**Brief**
Once the line with "middle mcp: (844, 933)" is found in the data, output it and each following line exactly, up to and including the line with "middle pip: (1207, 970)", and nothing before or after.
** Entries provided follows **
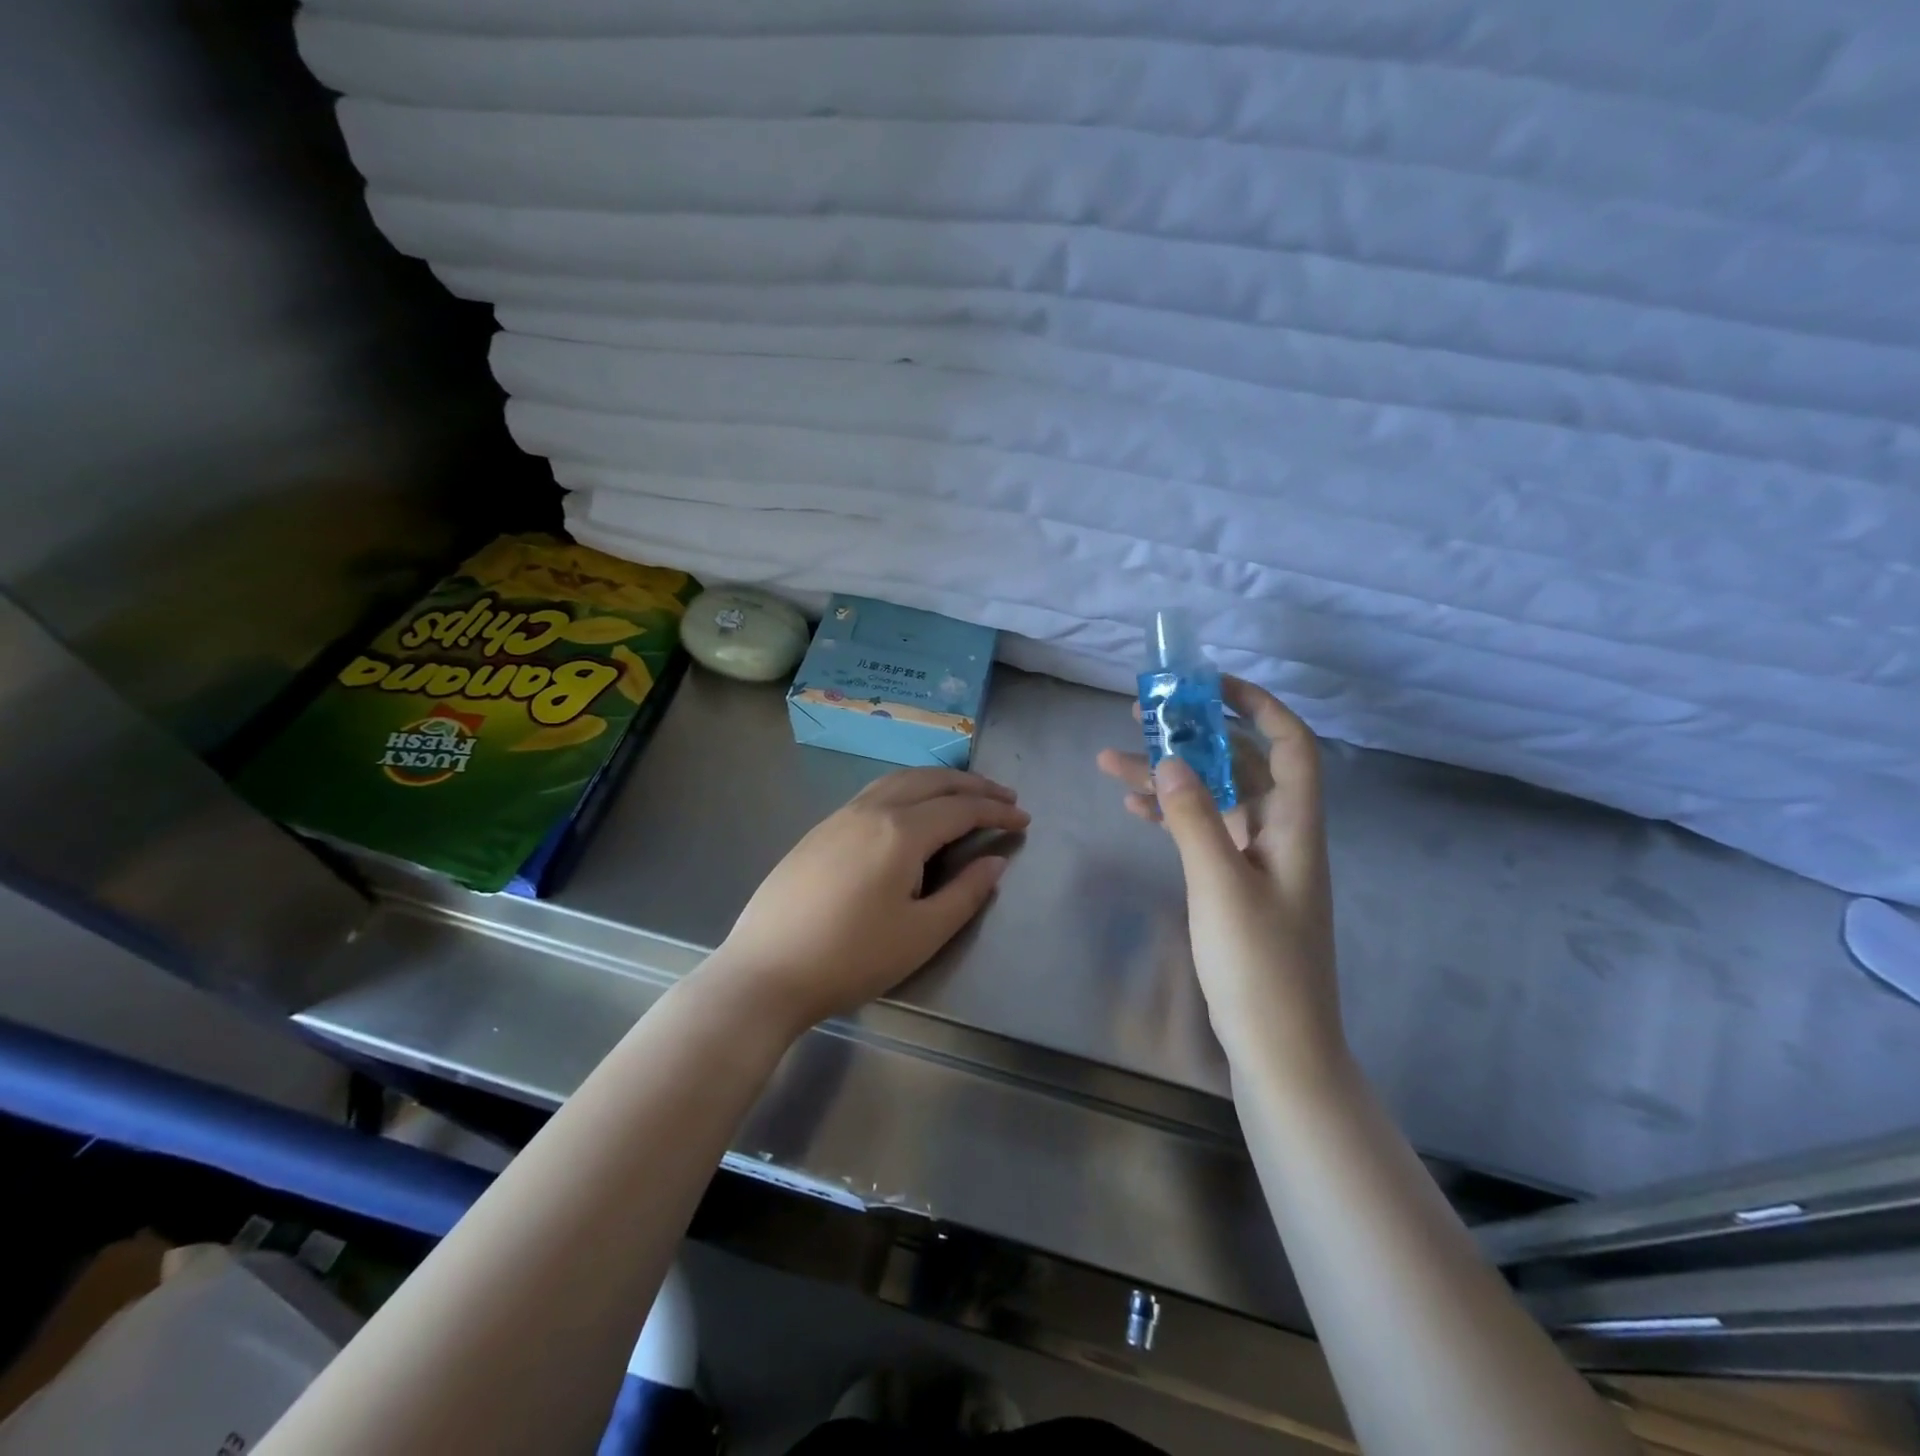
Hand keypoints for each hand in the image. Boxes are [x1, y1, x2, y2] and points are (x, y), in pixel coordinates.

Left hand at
** End of Entries provided **
** Entries provided follows **
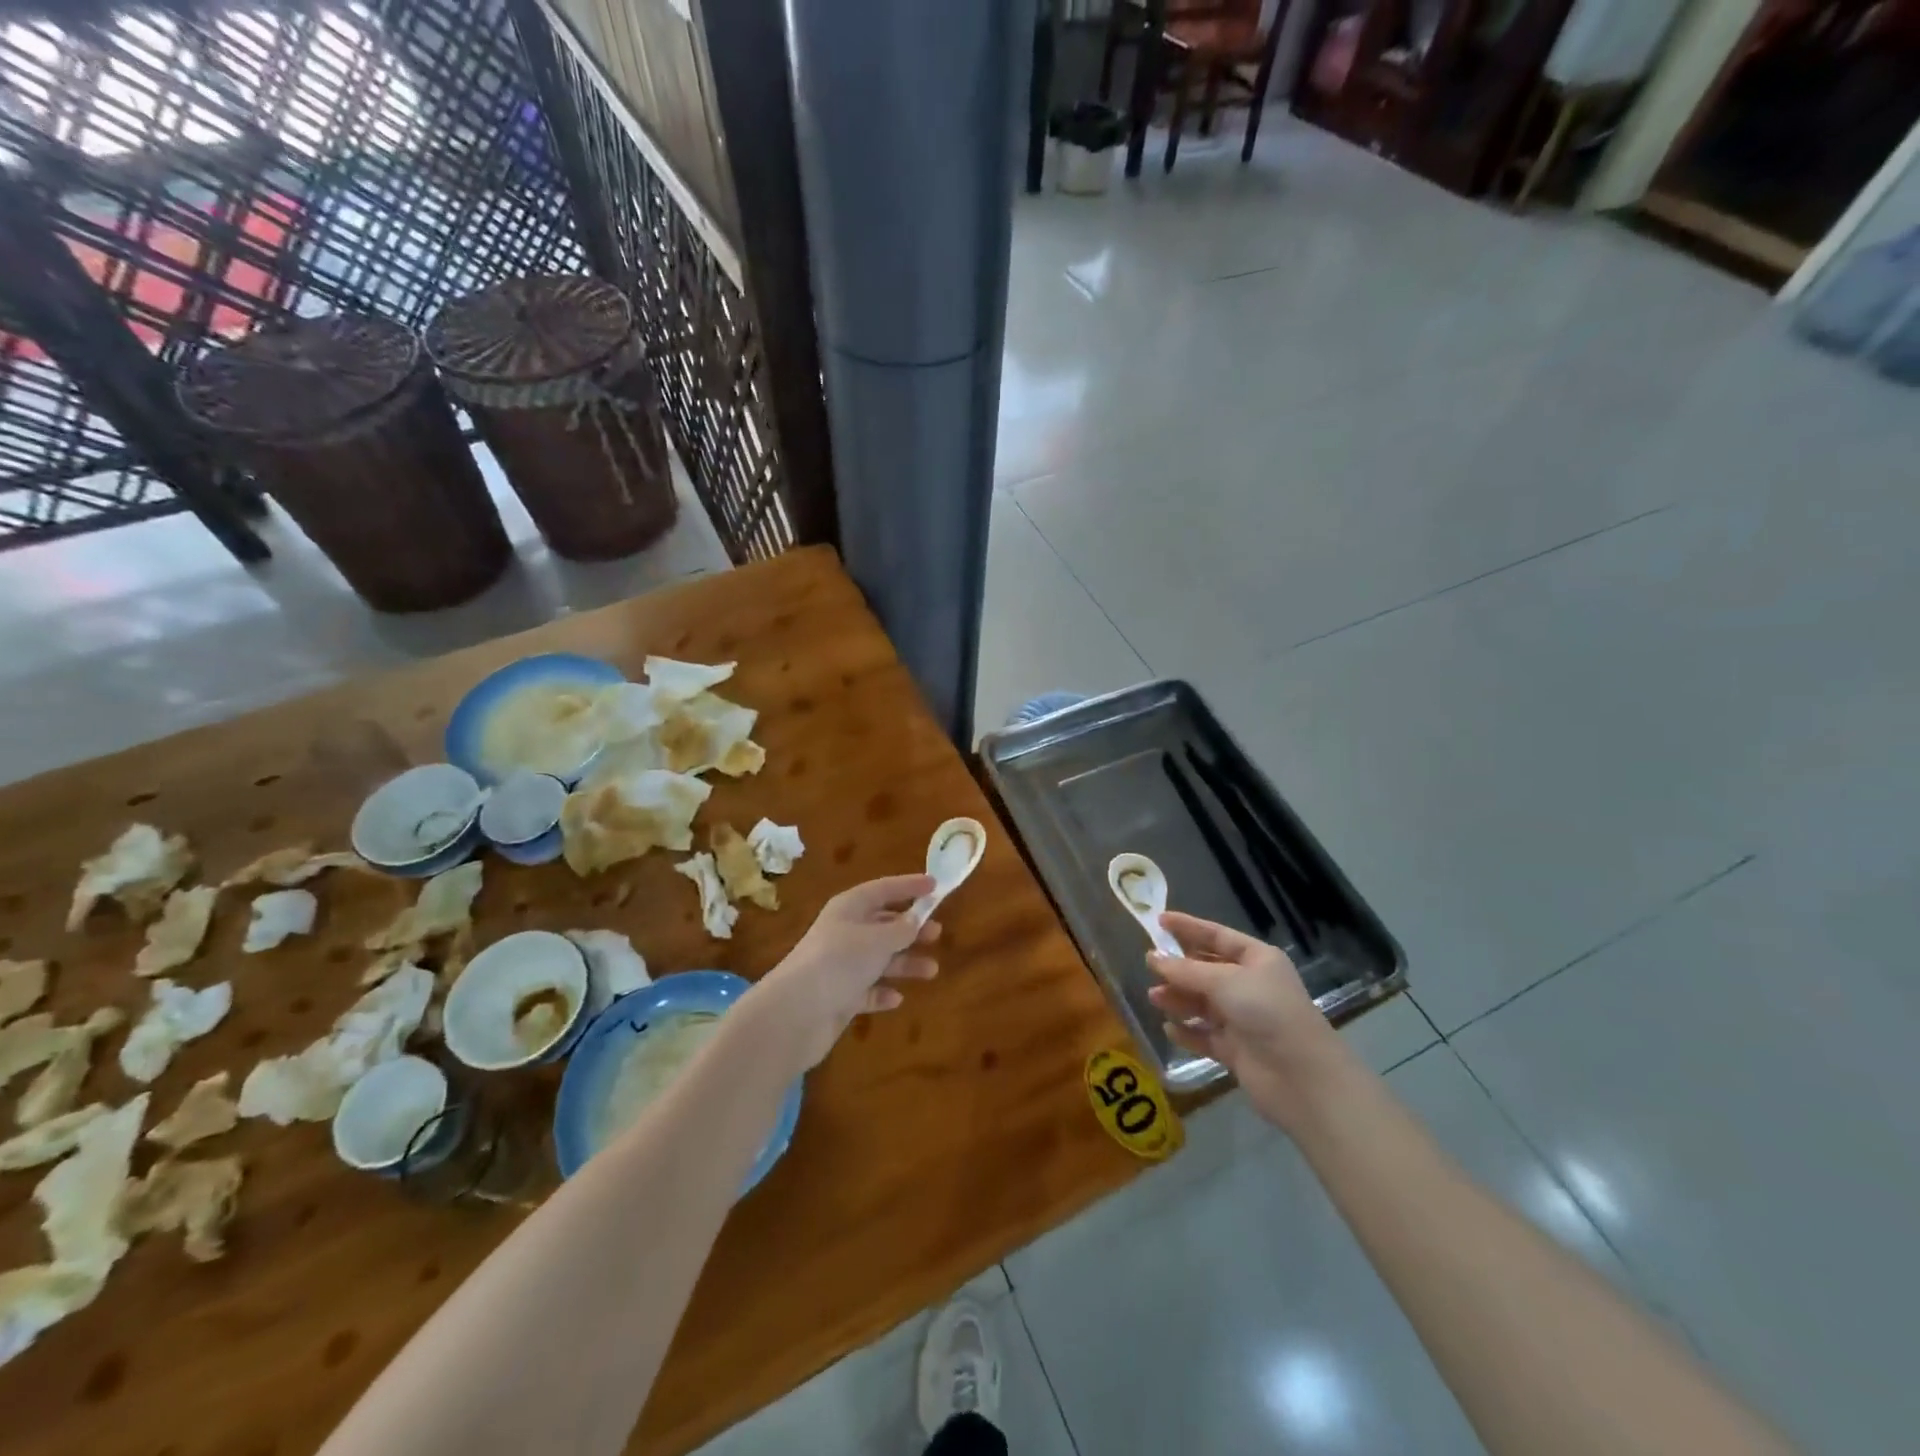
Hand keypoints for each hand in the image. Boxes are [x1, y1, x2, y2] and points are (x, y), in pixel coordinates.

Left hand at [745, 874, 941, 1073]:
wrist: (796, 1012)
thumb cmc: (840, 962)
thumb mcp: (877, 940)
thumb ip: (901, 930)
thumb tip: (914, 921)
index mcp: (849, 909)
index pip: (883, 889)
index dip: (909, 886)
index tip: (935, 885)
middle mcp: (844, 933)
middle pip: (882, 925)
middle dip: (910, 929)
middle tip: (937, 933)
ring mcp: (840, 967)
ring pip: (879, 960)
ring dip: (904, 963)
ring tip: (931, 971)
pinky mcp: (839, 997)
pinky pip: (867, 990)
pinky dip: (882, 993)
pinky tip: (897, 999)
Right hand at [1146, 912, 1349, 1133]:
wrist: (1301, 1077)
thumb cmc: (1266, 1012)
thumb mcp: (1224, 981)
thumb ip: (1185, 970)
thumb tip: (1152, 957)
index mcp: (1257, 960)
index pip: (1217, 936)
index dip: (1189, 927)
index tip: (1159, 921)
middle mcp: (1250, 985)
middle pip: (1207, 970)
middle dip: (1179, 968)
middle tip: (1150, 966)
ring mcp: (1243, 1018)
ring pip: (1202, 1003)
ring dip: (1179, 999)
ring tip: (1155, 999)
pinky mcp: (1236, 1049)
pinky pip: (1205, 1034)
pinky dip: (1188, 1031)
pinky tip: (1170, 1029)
** End of Entries provided **
**Response to the task**
middle mcp: (844, 933)
middle pip: (882, 925)
middle dip: (910, 929)
middle tip: (937, 933)
ring mcp: (840, 967)
ring pip: (879, 960)
ring dip: (904, 963)
ring tip: (931, 971)
pinky mcp: (839, 997)
pinky pip: (867, 990)
pinky dip: (882, 993)
pinky tip: (897, 999)
Right hand at [1146, 912, 1349, 1133]:
wrist: (1301, 1077)
thumb cmc: (1266, 1012)
thumb mcp: (1224, 981)
thumb ip: (1185, 970)
thumb tip: (1152, 957)
index mcp: (1257, 960)
index pip: (1217, 936)
index dip: (1189, 927)
index tip: (1159, 921)
middle mcp: (1250, 985)
middle pip: (1207, 970)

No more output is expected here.